Metropolitan Corridors Absorb Rural Counties

As urban economies continue their upward trajectory, residents of counties once considered rural are commuting to cities. This has had both negative and positive effects on the communities in question.

1 minute read

June 22, 2016, 2:00 PM PDT

By Philip Rojc @PhilipRojc

Rural Community

Miks Mihails Ignats / Shutterstock

For much of the past century, Hamilton Lombard writes, sprawl drove metropolitan growth. Now it's different. "[...] A major reason for this geographic growth today is that as the urban cores of metropolitan areas have grown larger, they have attracted a rising number of commuters from nearby rural counties, in many cases causing the rural counties to become part of their metropolitan area."

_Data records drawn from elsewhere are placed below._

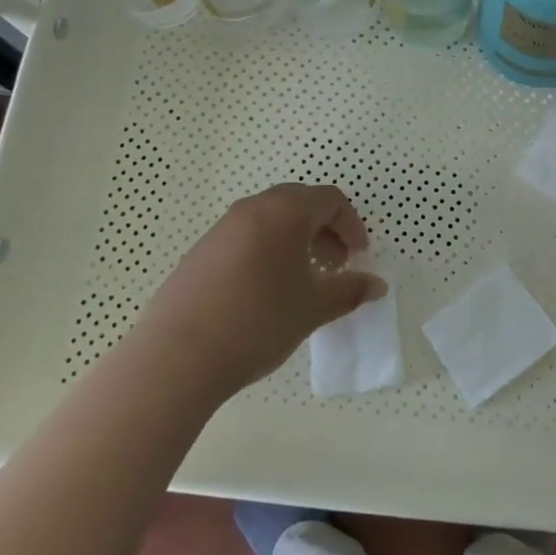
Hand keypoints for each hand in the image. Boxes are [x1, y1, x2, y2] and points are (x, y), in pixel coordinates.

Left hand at [133, 183, 383, 398]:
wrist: (179, 355)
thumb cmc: (259, 321)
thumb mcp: (313, 308)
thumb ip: (350, 291)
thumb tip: (376, 285)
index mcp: (284, 212)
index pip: (329, 199)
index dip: (351, 225)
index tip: (359, 257)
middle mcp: (251, 209)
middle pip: (299, 203)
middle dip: (324, 230)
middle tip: (336, 265)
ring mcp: (221, 228)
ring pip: (270, 220)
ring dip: (295, 241)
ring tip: (303, 281)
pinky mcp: (200, 252)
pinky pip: (245, 238)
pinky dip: (267, 251)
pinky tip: (265, 292)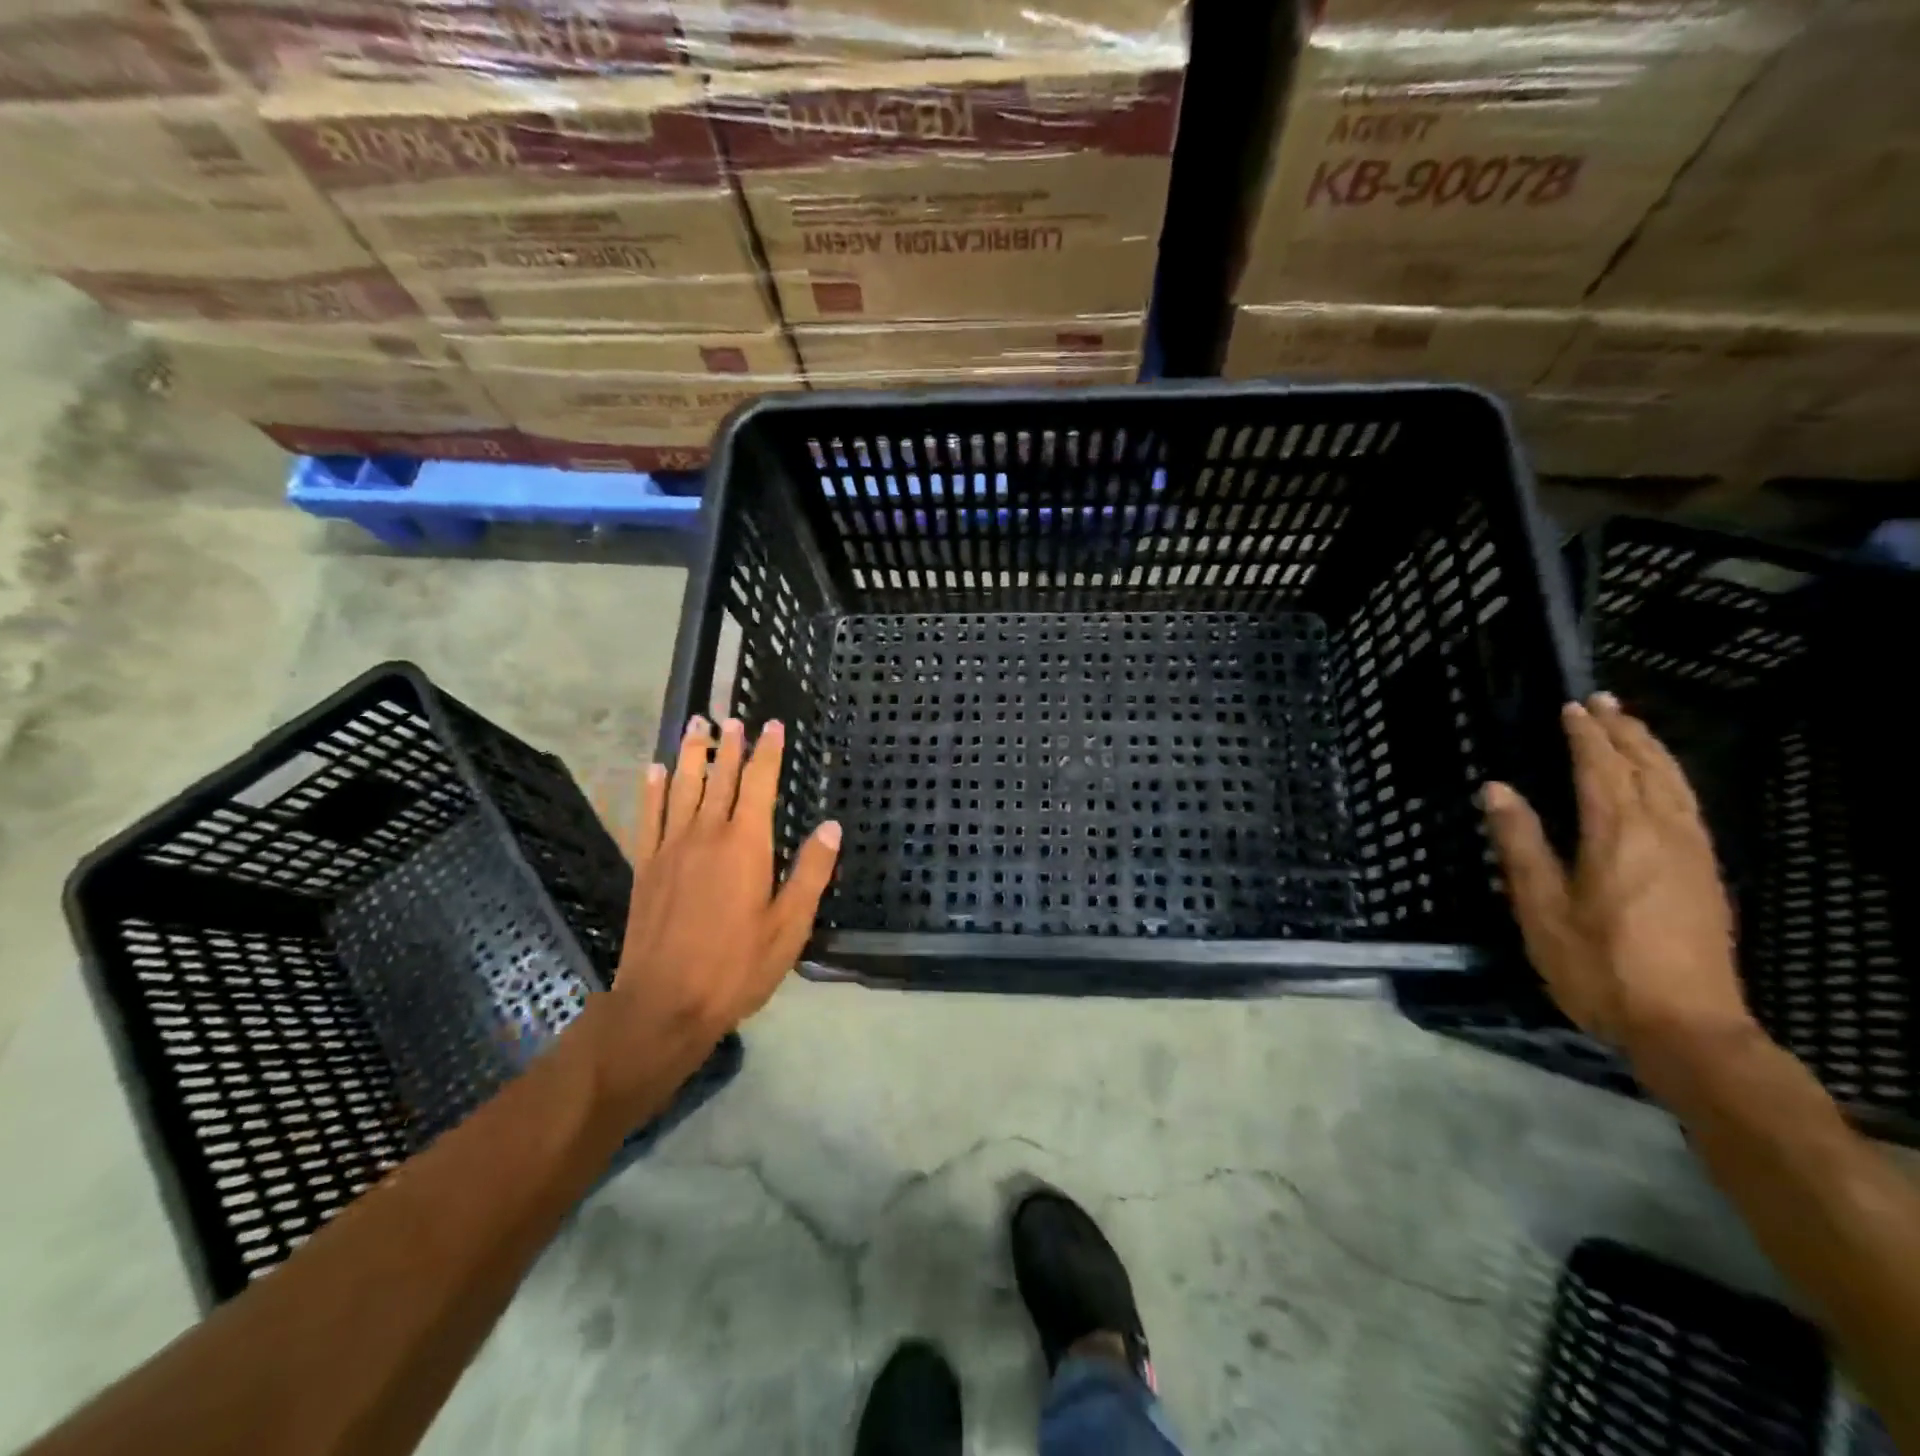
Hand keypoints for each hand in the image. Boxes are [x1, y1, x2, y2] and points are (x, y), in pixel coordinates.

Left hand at [599, 716, 839, 1090]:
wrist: (665, 1002)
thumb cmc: (737, 966)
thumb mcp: (790, 925)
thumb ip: (811, 872)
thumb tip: (831, 827)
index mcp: (747, 844)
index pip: (759, 784)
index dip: (767, 753)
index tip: (772, 726)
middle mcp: (707, 834)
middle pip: (720, 778)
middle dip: (729, 746)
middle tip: (732, 718)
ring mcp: (671, 847)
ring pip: (683, 787)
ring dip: (692, 754)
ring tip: (697, 726)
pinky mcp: (646, 865)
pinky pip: (649, 815)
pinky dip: (653, 789)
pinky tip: (654, 769)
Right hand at [1482, 693, 1754, 1065]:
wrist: (1687, 1027)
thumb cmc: (1598, 966)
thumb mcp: (1541, 908)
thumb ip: (1521, 844)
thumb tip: (1497, 789)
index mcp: (1618, 836)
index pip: (1601, 770)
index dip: (1586, 737)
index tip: (1571, 707)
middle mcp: (1664, 834)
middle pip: (1647, 768)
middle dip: (1624, 731)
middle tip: (1602, 701)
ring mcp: (1693, 854)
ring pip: (1676, 784)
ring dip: (1651, 749)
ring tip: (1631, 726)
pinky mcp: (1706, 875)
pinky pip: (1689, 806)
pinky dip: (1670, 778)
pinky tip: (1661, 782)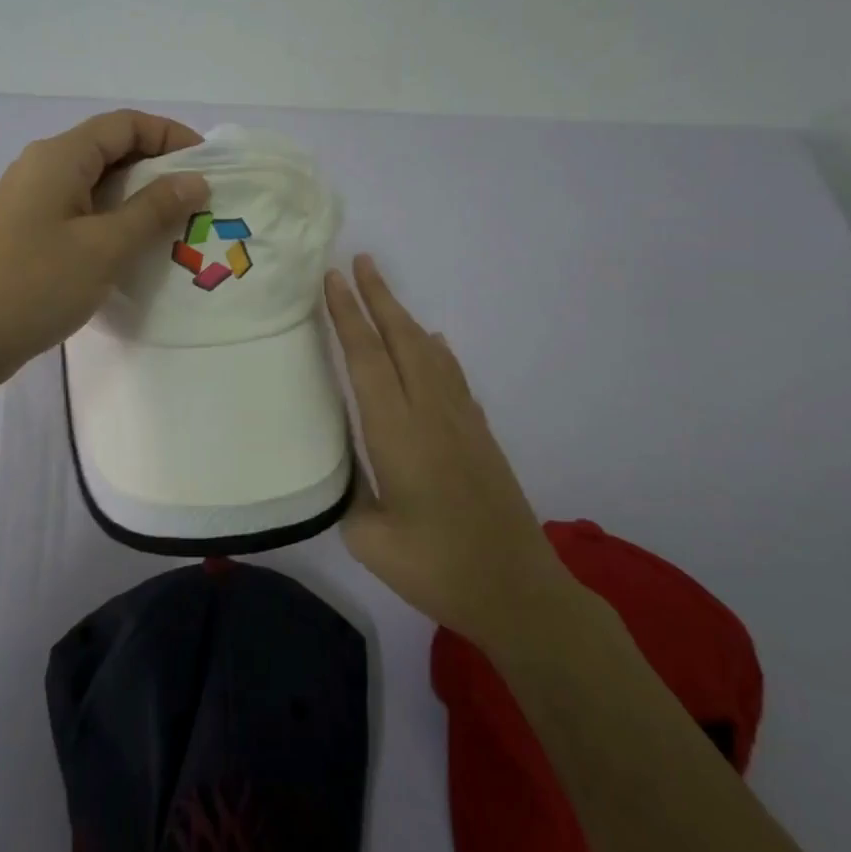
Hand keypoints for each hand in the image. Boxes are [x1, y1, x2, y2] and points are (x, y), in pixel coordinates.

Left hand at [0, 110, 209, 388]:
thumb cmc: (35, 285)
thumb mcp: (104, 247)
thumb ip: (153, 210)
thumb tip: (195, 180)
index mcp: (59, 157)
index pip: (125, 124)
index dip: (170, 135)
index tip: (207, 165)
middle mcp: (43, 166)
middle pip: (110, 149)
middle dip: (158, 168)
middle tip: (197, 201)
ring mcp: (32, 200)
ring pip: (96, 182)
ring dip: (137, 197)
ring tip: (174, 225)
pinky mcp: (28, 230)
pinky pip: (81, 209)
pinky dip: (113, 219)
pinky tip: (133, 248)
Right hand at [325, 256, 568, 651]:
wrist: (518, 590)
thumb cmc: (437, 568)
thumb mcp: (369, 539)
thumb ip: (348, 492)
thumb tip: (344, 464)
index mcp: (397, 433)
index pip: (366, 359)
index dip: (348, 316)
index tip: (332, 279)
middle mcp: (430, 413)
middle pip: (401, 339)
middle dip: (378, 297)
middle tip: (359, 260)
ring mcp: (461, 420)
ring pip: (429, 352)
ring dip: (404, 317)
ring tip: (384, 292)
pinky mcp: (480, 434)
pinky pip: (453, 375)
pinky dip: (437, 350)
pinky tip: (433, 343)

Much has been made of metropolitan corridors comprising urban centers as well as their suburbs and exurbs, which often blend together to form a vast, sprawled-out regional population center. When rural counties join these metro areas, they're often experiencing in-county job losses as many residents stay put and endure longer commutes. 

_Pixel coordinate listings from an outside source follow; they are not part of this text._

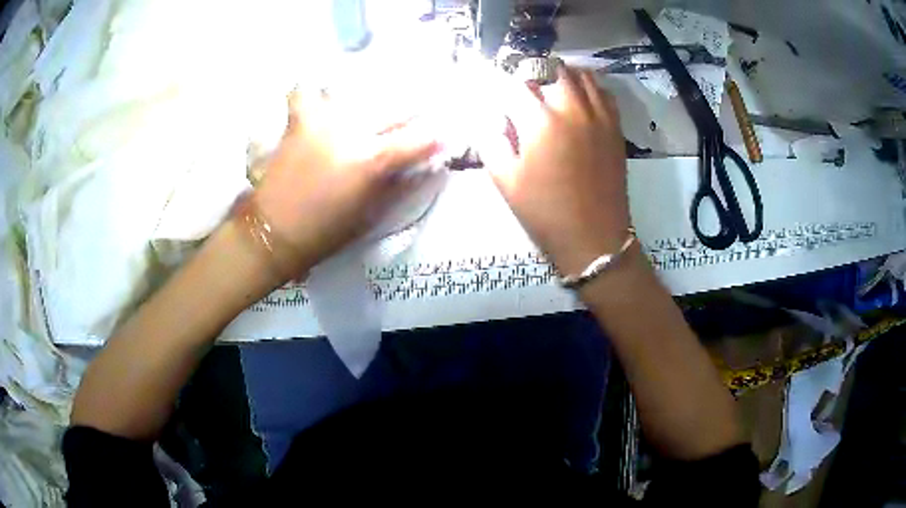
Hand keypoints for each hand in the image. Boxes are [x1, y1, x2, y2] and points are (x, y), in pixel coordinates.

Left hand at [253, 89, 439, 276]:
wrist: (274, 231)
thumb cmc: (326, 231)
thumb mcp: (370, 214)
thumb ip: (399, 186)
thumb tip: (425, 168)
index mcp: (372, 161)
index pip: (418, 139)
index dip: (434, 138)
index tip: (440, 138)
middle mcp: (351, 132)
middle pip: (391, 109)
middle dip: (405, 114)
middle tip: (402, 125)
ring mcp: (323, 121)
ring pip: (352, 95)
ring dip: (361, 104)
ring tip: (357, 115)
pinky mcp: (298, 121)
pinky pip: (303, 93)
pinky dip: (311, 95)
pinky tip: (316, 101)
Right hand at [481, 66, 631, 275]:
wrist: (594, 238)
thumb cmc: (545, 213)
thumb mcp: (505, 181)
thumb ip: (491, 141)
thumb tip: (492, 119)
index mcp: (540, 121)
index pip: (514, 83)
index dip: (500, 83)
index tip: (493, 89)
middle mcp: (572, 108)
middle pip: (549, 68)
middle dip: (530, 71)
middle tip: (521, 87)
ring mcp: (598, 115)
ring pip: (579, 73)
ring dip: (560, 74)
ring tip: (548, 86)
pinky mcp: (615, 126)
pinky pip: (603, 91)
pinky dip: (587, 86)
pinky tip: (578, 98)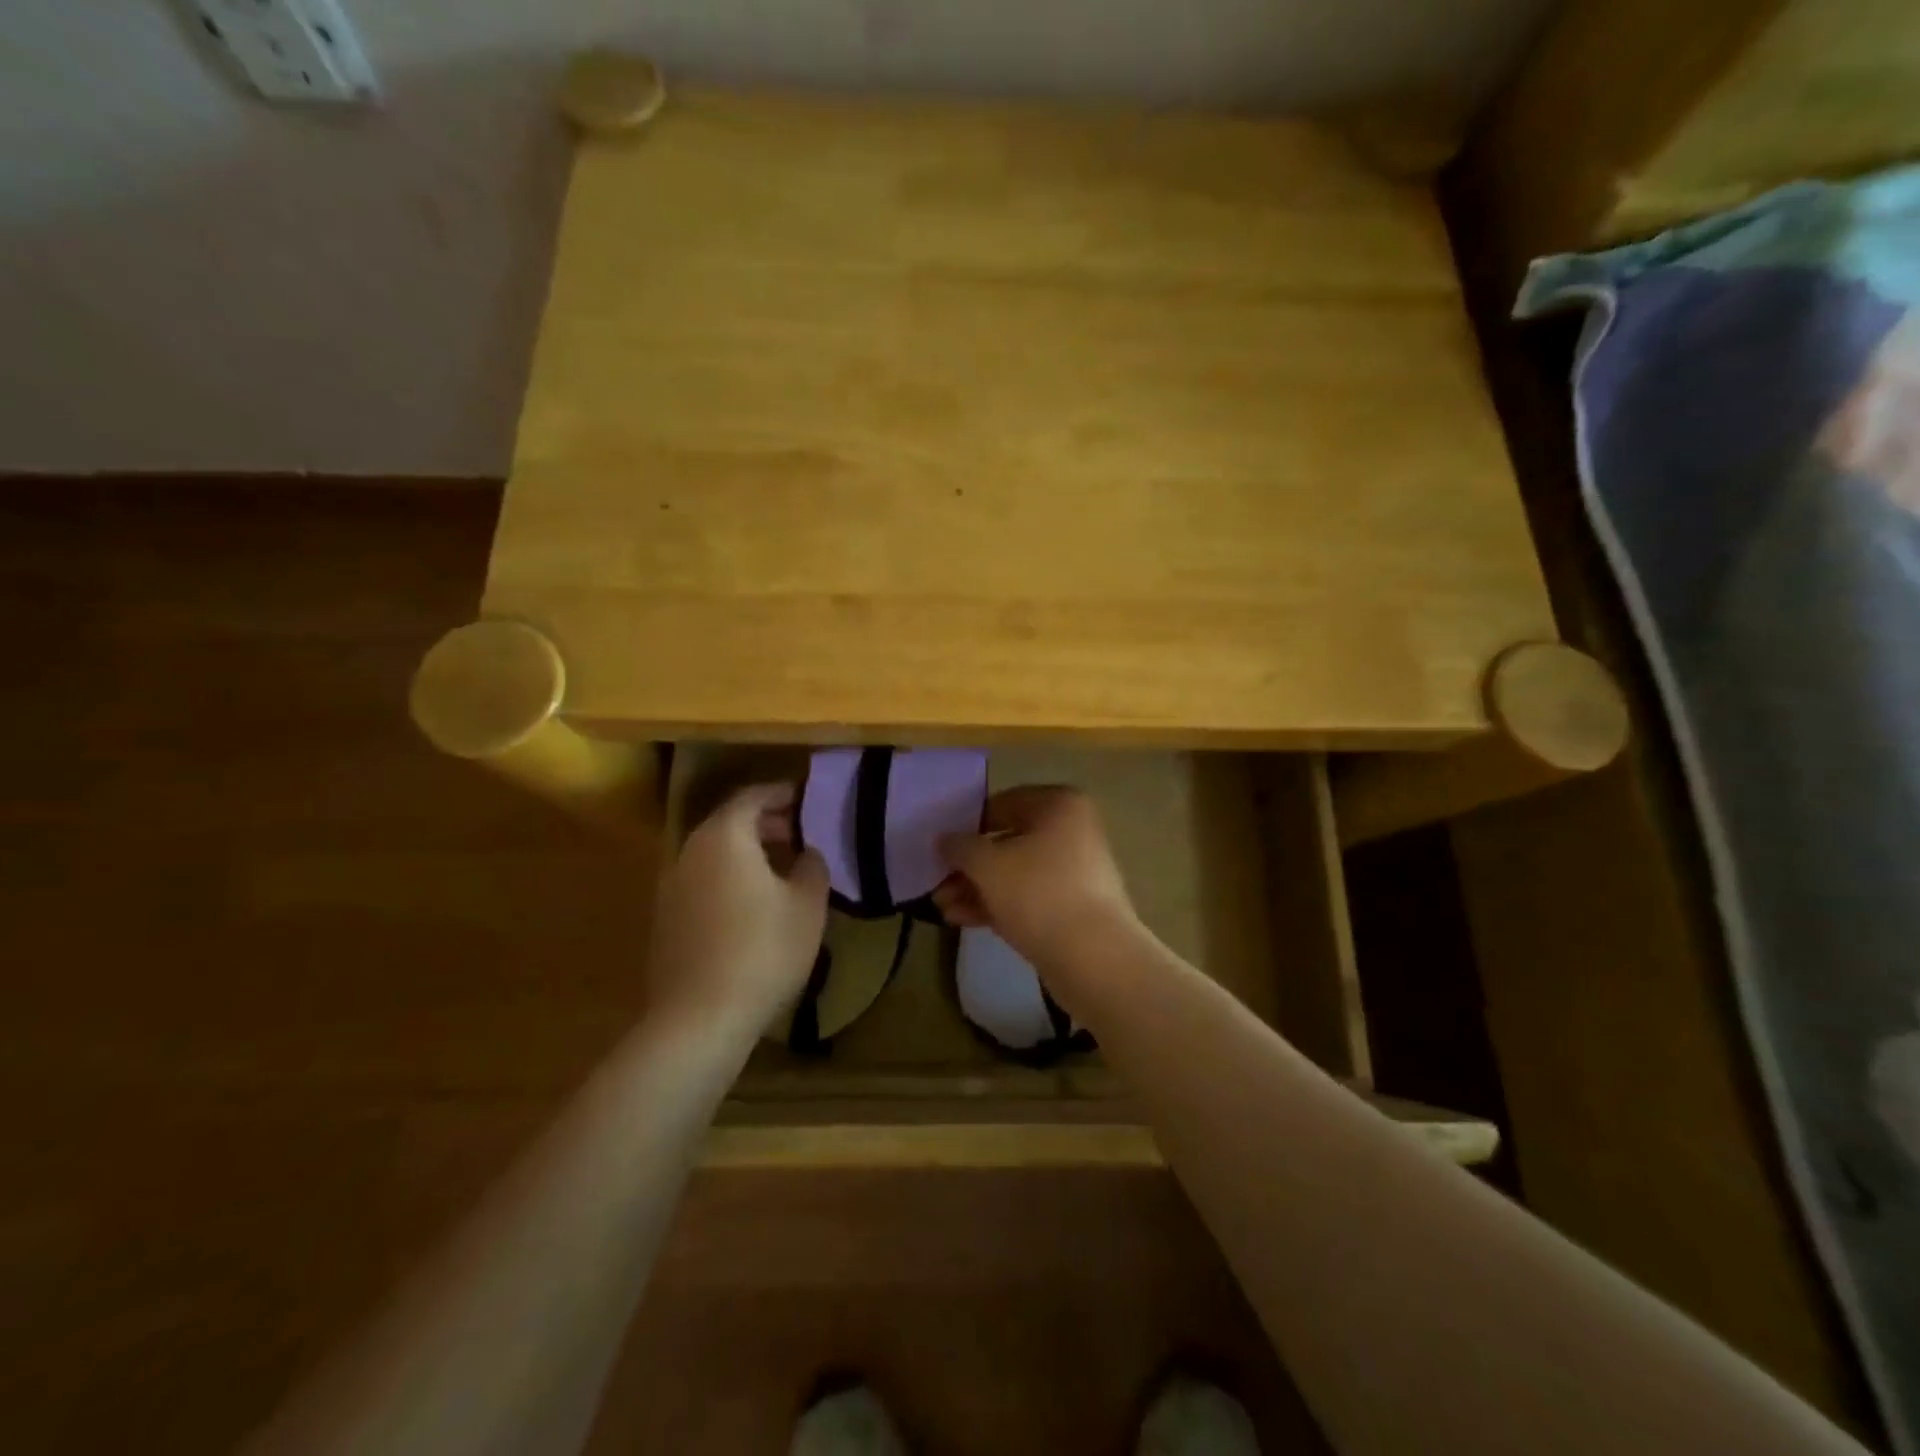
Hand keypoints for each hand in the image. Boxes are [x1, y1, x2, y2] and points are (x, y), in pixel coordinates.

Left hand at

This isn't always a uniformly bad thing. "The shift away from an economy centered on agriculture and manufacturing has been difficult for many communities, but it also has had its benefits. Farming is an unreliable business, dependent on weather and volatile commodity prices. Factories have not always provided stable jobs either." 

Highlighting the continued importance of long-distance transportation infrastructure, formerly rural areas can benefit from connections to a wider metropolis. "Though becoming part of a metropolitan area has not prevented job losses in most of these counties, being connected with a larger, more diversified metropolitan economy has typically meant more economic stability than in the past."